SOURCE MATERIAL START

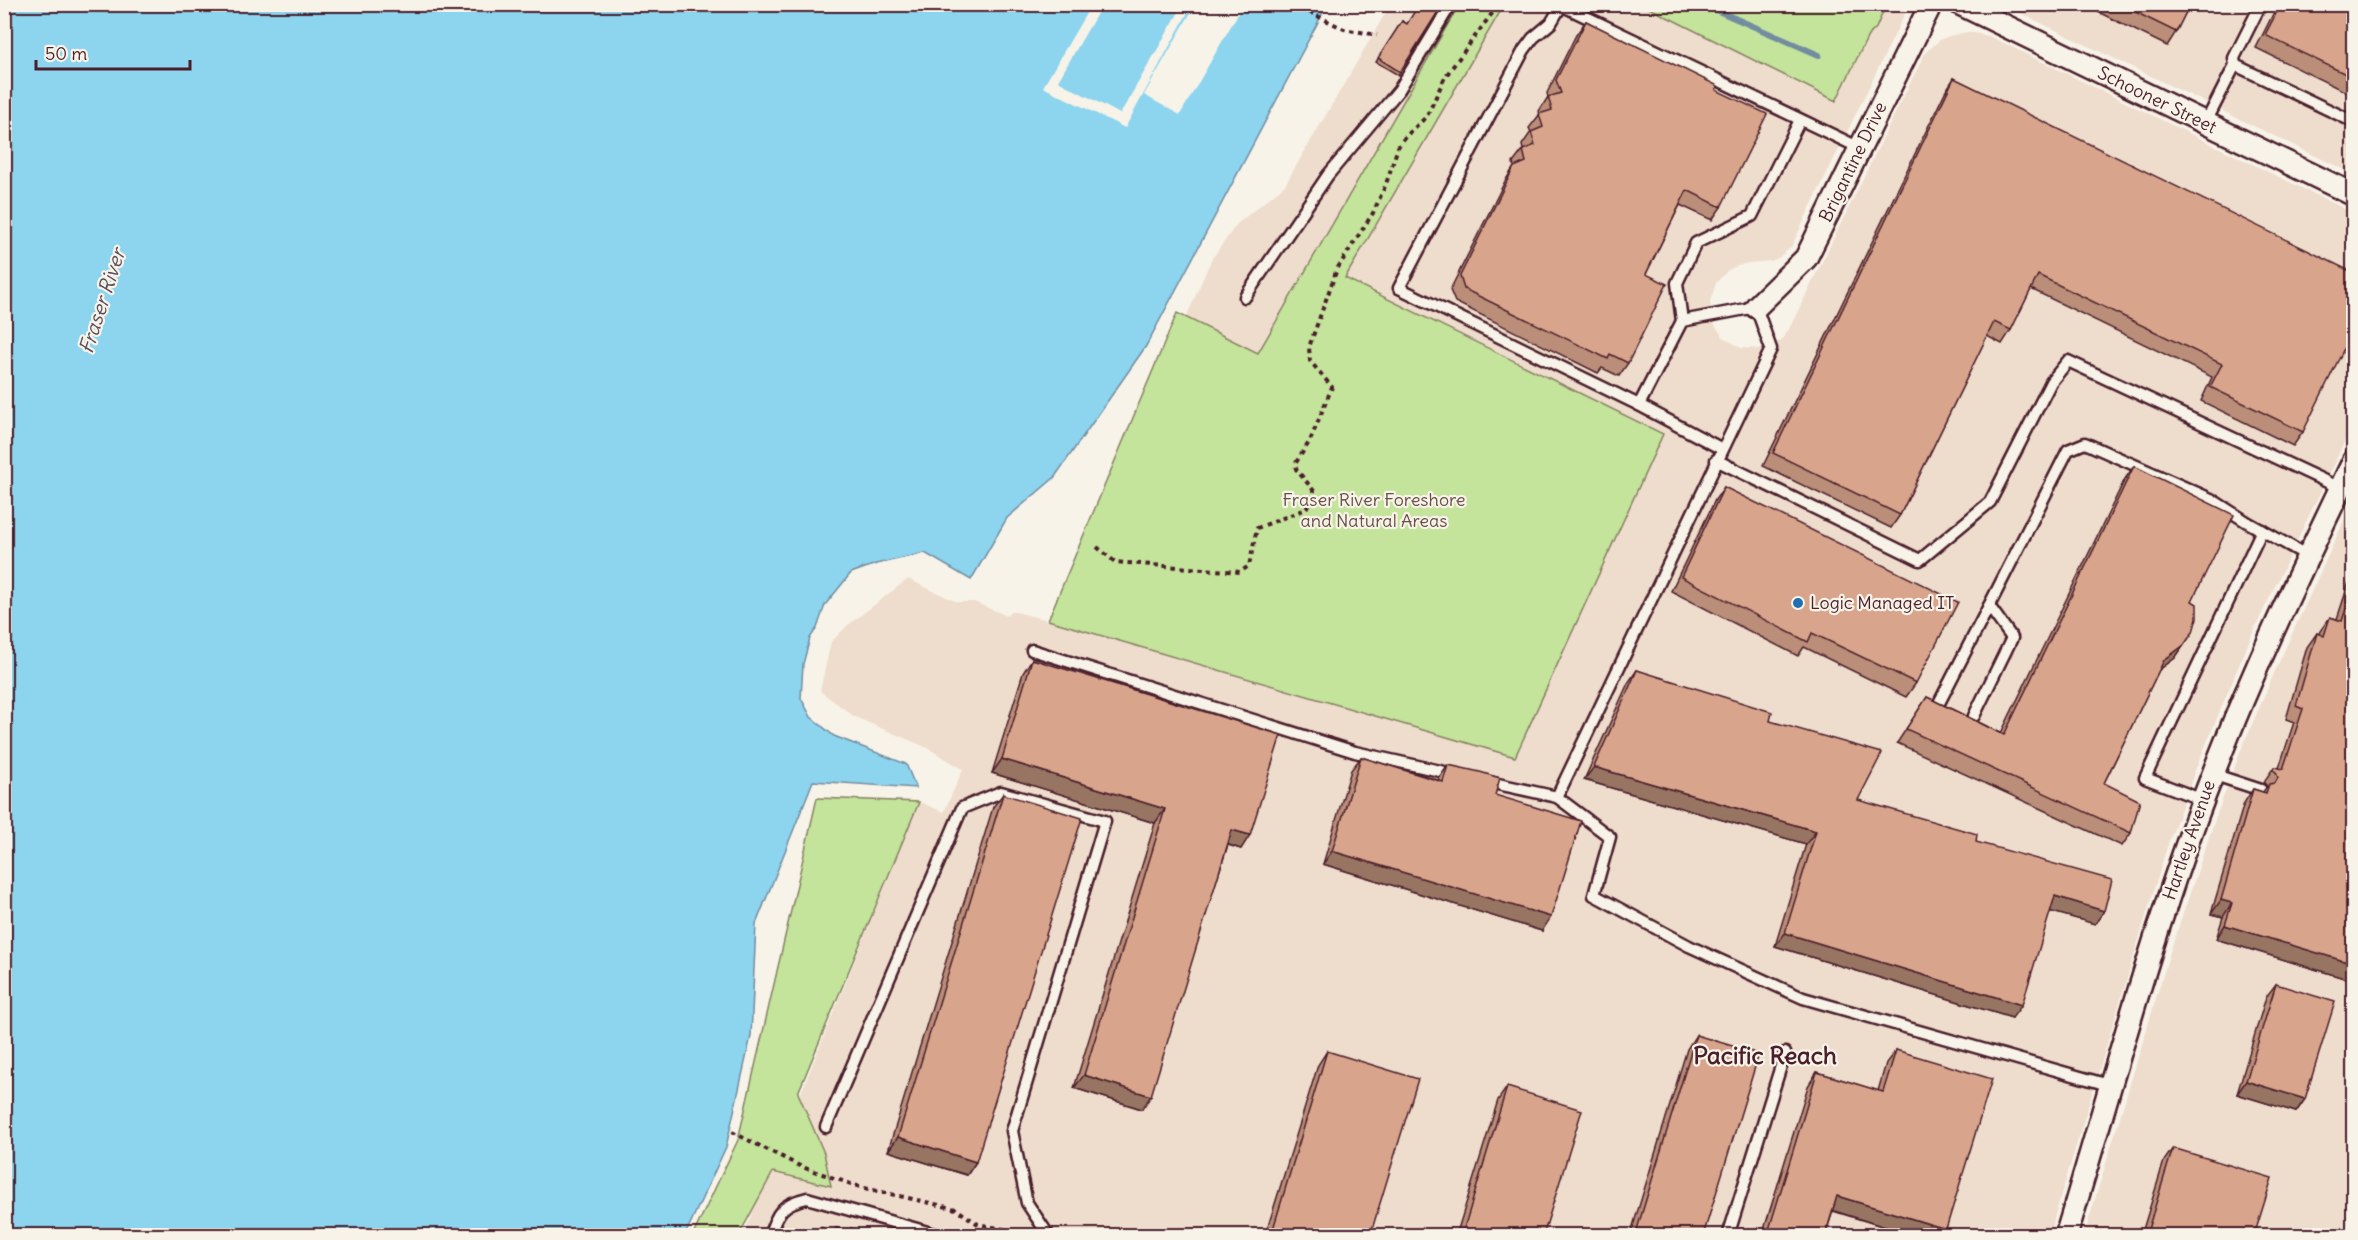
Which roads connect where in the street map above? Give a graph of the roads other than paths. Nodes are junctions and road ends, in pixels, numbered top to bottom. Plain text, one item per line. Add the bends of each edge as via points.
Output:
1 (1451, 4) edge
2 (1931, 4) edge
3 (1960, 4) edge
4 (2261, 4) edge
5 (1560, 5) edge
6 (2235, 65) junction
7 (1800, 120) junction
8 (2354, 122) edge
9 (2205, 124) junction
10 (1860, 148) junction
11 (2354, 195) edge
12 (1245, 297) dead end
13 (1756, 307) junction
14 (1682, 321) junction
15 (1639, 405) junction
16 (1722, 449) junction
17 (1716, 460) junction
18 (2354, 460) edge
19 (2340, 488) junction
20 (2262, 530) junction
21 (2308, 556) junction
22 (1989, 606) junction
23 (1032, 650) dead end
24 (1939, 703) edge
25 (1974, 716) dead end
26 (2212, 774) junction
27 (2261, 790) edge
28 (1557, 797) junction
29 (2203, 800) junction
30 (1785, 1053) dead end
31 (2112, 1086) junction
32 (826, 1127) dead end
33 (769, 1236) edge
34 (942, 1236) edge
35 (1049, 1236) edge
36 (1728, 1236) edge
37 (2066, 1236) edge

1 - 12 lane via 1399,90 1328,175
2 - 10 street, Brigantine Drive
3 - 9 street, Schooner Street
4 - 6 lane via 2234,58
5 - 7 lane
5 - 15 lane via 1551,23 1524,50 1399,288
6 - 8 lane
6 - 9 lane
7 - 10 lane
7 - 14 lane via 1752,216 1696,243 1677,283
9 - 11 street, Schooner Street
10 - 13 street, Brigantine Drive via 1806,258
13 - 14 lane
13 - 16 lane via 1771,349
14 - 15 lane
15 - 16 lane
16 - 17 lane
17 - 19 lane via 1920,560 1990,502 2051,382 2068,361
17 - 28 lane
18 - 19 street, Hartley Avenue
19 - 21 street, Hartley Avenue
20 - 21 lane
20 - 22 lane via 2211,499 2085,443 2068,450
20 - 29 lane via 2145,778
21 - 26 street, Hartley Avenue
22 - 24 lane
22 - 25 lane via 2012,638
23 - 28 lane via 1356,752
26 - 27 lane
26 - 29 street, Hartley Avenue
28 - 31 lane via 1610,837 1594,896 1689,946 1803,998
29 - 31 street, Hartley Avenue via 2169,895
30 - 36 lane
31 - 37 street, Hartley Avenue
32 - 35 lane via 962,808 1001,792 1105,821 1012,1131 1027,1203
33 - 34 lane via 778,1213 790,1202 807,1198

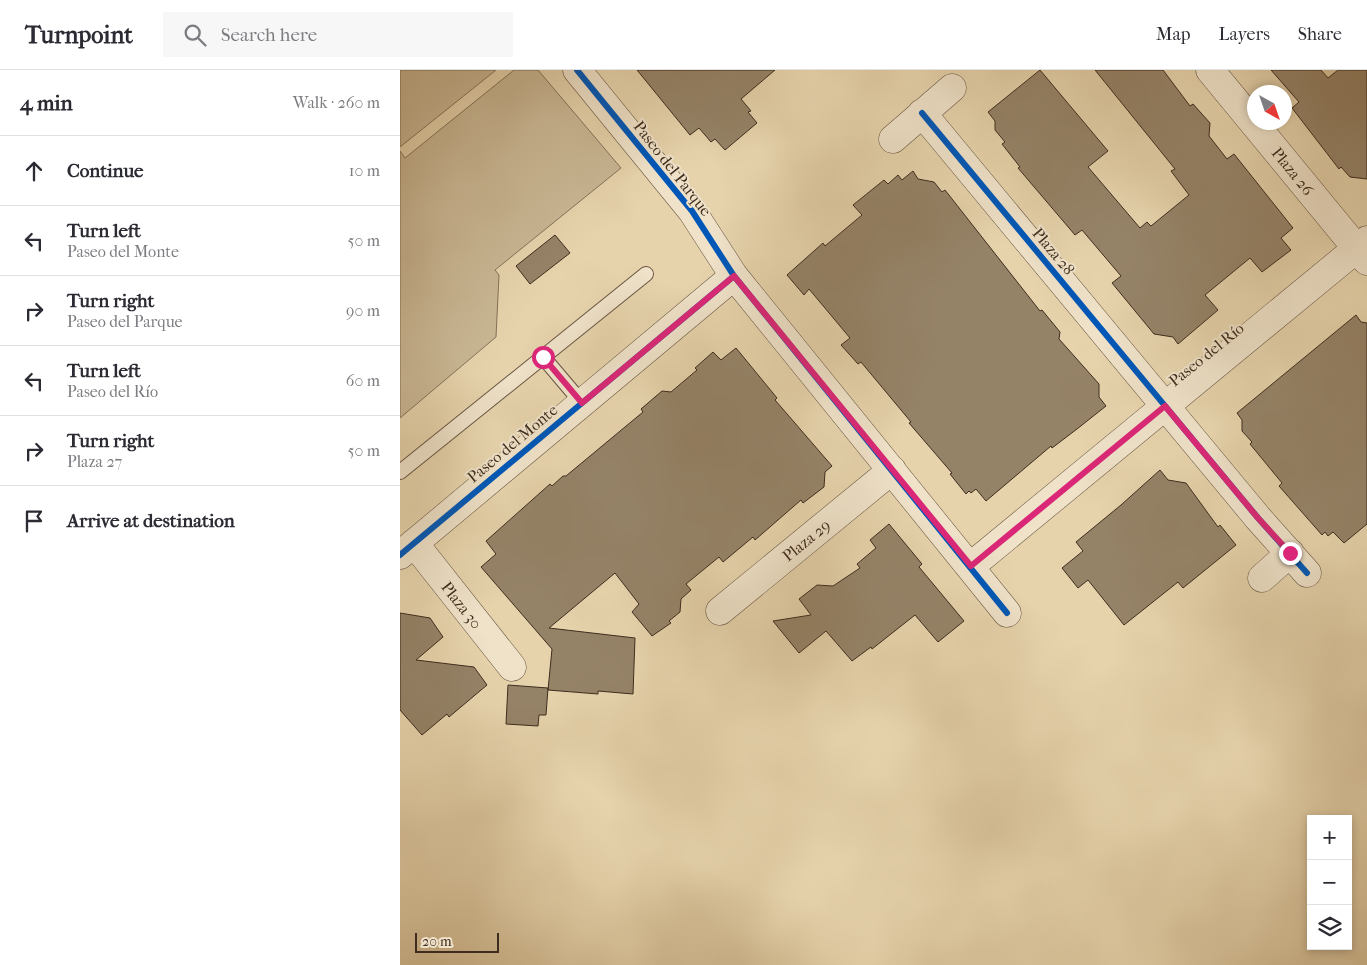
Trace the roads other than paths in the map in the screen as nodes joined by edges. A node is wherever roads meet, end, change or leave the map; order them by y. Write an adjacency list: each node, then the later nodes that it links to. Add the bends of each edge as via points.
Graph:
1 (577, 70): 8 (street, Paseo del Parque, via 692,211)
2 (1210, 70): 6 (street, Plaza 26)
3 (952, 88): 4 (street)
4 (922, 113): 5 (street); 11 (street, Plaza 28)
5 (893, 139)
6 (1364, 250): 11 (street, Paseo del Río)
7 (646, 274): 9 (lane)
8 (734, 276): 10 (street, Paseo del Monte); 12 (street, Paseo del Parque)
9 (543, 357): 10 (lane); 13 (lane)
10 (582, 403): 14 (street, Paseo del Monte)
11 (1165, 406): 15 (street, Paseo del Río); 16 (street, Plaza 28, via 1299,563)
12 (892, 470): 15 (street, Paseo del Parque); 17 (street, Plaza 29)
13 (400, 472)
14 (407, 549): 19 (street, Plaza 30)
15 (971, 566): 18 (street, Paseo del Parque)
16 (1262, 578)
17 (720, 611)
18 (1007, 613)
19 (512, 667)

SOURCE MATERIAL END

### [EXERCISE DETAILS]
Copy exactly the line containing "Trace the roads" and each line after it through the end of the records above.

### [RESPONSE TO THIS EXERCISE]
Trace the roads other than paths in the map in the screen as nodes joined by edges. A node is wherever roads meet, end, change or leave the map; order them by y. Write an adjacency list: each node, then the later nodes that it links to. Add the bends of each edge as via points.
Graph:
1 (577, 70): 8 (street, Paseo del Parque, via 692,211)
2 (1210, 70): 6 (street, Plaza 26)
3 (952, 88): 4 (street)
4 (922, 113): 5 (street); 11 (street, Plaza 28)
5 (893, 139)
6 (1364, 250): 11 (street, Paseo del Río)
7 (646, 274): 9 (lane)
8 (734, 276): 10 (street, Paseo del Monte); 12 (street, Paseo del Parque)
9 (543, 357): 10 (lane); 13 (lane)
10 (582, 403): 14 (street, Paseo del Monte)
11 (1165, 406): 15 (street, Paseo del Río); 16 (street, Plaza 28, via 1299,563)
12 (892, 470): 15 (street, Paseo del Parque); 17 (street, Plaza 29)
13 (400, 472)
14 (407, 549): 19 (street, Plaza 30)
15 (971, 566): 18 (street, Paseo del Parque)
16 (1262, 578)
17 (720, 611)
18 (1007, 613)
19 (512, 667)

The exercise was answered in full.